Because the pages on the site are broken up into regular sections with anchors, I will use QuickFrag rather than just Quick. (In fact, the anchors are put there precisely to help JIndexer take the user as close as possible to the selected text.)
Note that the Photo Gallery is only part of the site (/Damon/photos/) and that there could be many independent overlapping or separate indexes of different parts of the same site. Also note the complex pathname to get to the files through the filesystem, all but the last parts of which is omitted from the final index. And indeed the same areas can be indexed with different levels of comprehensiveness using different filter chains and with Quick/QuickFrag.
I want to ignore files and directories beginning with ``.'', and match only those files ending in ``.html'' and regard them as HTML. For this I will use a matchpattern ``-REJECT-:.*-;HTML:*.html''. Because this contains shell `metacharacters; that might be processed specially by the shell, I put it in double quotes on the command line.
The command to build the index file fullindex.dat is (assuming java is in the path and the CLASSPATH has been set appropriately):
java JIndexer -verbose QuickFrag IN:noempty:nodup-STOPWORDS:99-SINGLETONS:22-s "-REJECT-:.*;HTML:*.html" fullindex.dat /ro/docs-public.s0.l/www.hd.org/Damon/photos/ .
The filter settings I use do not actually result in any singletons or stop-words being dropped, so I could eliminate them if I wanted.
The index can be checked for sanity with the Dump command, viz:
java JIndexer Dump fullindex.datwhich in this case yields the output:
JIndexer V1.5. DUMP of fullindex.dat Number of docs: 100 .how-to-build.html ... textures/index.html#end-of-STRIP12 Lexicon size: 1504 InvertedIndexOneWordSummary("0",8,8) ... InvertedIndexOneWordSummary("z80a",1,1)ie 100 document fragments containing 1504 unique words ranging from ``0'' to `z80a'' (which was ``Z80A'' in the input text, before folding).

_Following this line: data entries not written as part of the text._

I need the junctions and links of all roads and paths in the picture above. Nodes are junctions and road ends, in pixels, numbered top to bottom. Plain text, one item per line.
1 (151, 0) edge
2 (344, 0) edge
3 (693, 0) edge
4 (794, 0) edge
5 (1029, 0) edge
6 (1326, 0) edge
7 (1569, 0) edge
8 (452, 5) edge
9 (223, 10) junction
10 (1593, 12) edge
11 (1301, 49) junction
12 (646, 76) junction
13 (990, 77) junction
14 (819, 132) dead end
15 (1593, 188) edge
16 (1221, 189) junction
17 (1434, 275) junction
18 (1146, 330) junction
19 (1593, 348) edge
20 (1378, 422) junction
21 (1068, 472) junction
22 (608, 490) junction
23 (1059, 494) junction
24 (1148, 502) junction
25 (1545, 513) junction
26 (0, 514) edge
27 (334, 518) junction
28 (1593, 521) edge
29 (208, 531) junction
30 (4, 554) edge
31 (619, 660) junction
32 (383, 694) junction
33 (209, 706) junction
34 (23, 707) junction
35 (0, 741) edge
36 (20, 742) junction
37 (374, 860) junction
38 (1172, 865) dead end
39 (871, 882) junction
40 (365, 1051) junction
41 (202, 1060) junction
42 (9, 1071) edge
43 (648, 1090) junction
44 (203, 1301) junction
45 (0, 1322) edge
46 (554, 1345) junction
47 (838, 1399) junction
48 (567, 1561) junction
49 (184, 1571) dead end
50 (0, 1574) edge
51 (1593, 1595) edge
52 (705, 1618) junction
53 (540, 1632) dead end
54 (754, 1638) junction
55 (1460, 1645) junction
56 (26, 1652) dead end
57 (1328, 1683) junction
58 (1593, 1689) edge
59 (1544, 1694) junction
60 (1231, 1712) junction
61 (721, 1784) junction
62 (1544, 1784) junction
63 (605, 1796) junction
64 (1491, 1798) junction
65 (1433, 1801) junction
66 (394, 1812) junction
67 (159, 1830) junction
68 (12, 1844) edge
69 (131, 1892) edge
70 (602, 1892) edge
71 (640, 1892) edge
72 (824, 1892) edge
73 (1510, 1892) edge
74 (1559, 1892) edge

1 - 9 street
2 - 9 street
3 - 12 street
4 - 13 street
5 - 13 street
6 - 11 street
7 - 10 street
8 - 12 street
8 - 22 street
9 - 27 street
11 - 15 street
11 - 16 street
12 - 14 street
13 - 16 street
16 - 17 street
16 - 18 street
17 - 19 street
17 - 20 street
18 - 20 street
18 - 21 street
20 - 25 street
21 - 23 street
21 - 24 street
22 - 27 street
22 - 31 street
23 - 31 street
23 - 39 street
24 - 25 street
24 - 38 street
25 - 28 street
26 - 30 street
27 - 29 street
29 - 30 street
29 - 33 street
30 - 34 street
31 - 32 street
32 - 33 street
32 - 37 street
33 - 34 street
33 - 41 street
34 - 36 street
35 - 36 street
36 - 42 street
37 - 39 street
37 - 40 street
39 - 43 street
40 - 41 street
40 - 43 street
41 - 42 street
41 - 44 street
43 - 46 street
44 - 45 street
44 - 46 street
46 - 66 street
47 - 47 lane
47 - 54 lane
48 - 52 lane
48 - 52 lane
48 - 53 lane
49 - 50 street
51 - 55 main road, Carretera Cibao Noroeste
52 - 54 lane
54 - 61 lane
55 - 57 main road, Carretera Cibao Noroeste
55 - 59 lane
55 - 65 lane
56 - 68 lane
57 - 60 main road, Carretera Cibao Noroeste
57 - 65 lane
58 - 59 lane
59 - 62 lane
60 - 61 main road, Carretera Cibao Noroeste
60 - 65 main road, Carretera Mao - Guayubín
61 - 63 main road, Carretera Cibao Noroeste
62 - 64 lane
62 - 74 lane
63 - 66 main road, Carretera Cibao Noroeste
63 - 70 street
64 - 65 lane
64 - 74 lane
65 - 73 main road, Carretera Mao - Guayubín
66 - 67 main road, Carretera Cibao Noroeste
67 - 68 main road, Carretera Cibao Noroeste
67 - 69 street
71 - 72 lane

<CENTER> Interactively search the gallery pages by word with the Java applet below. <APPLET CODEBASE="http://www.hd.org/ji15classes" CODE=ISearch ARCHIVE="jind1o5.zip" WIDTH=450 HEIGHT=300 ALT="Java Search Tool"> <PARAM NAME="KEY" VALUE="http://www.hd.org/Damon/photos/fullindex.dat"> <PARAM NAME="ROOT" VALUE="http://www.hd.org/Damon/photos/"> <PARAM NAME="TITLE" VALUE="Word Search"> <PARAM NAME="AUTOCUE" VALUE="Search for keywords#in the image descriptions#Press the HELP button#for more information"> Your browser can't see the live Java search tool embedded here. </APPLET> </CENTER>
The CODE value is always ISearch for this applet.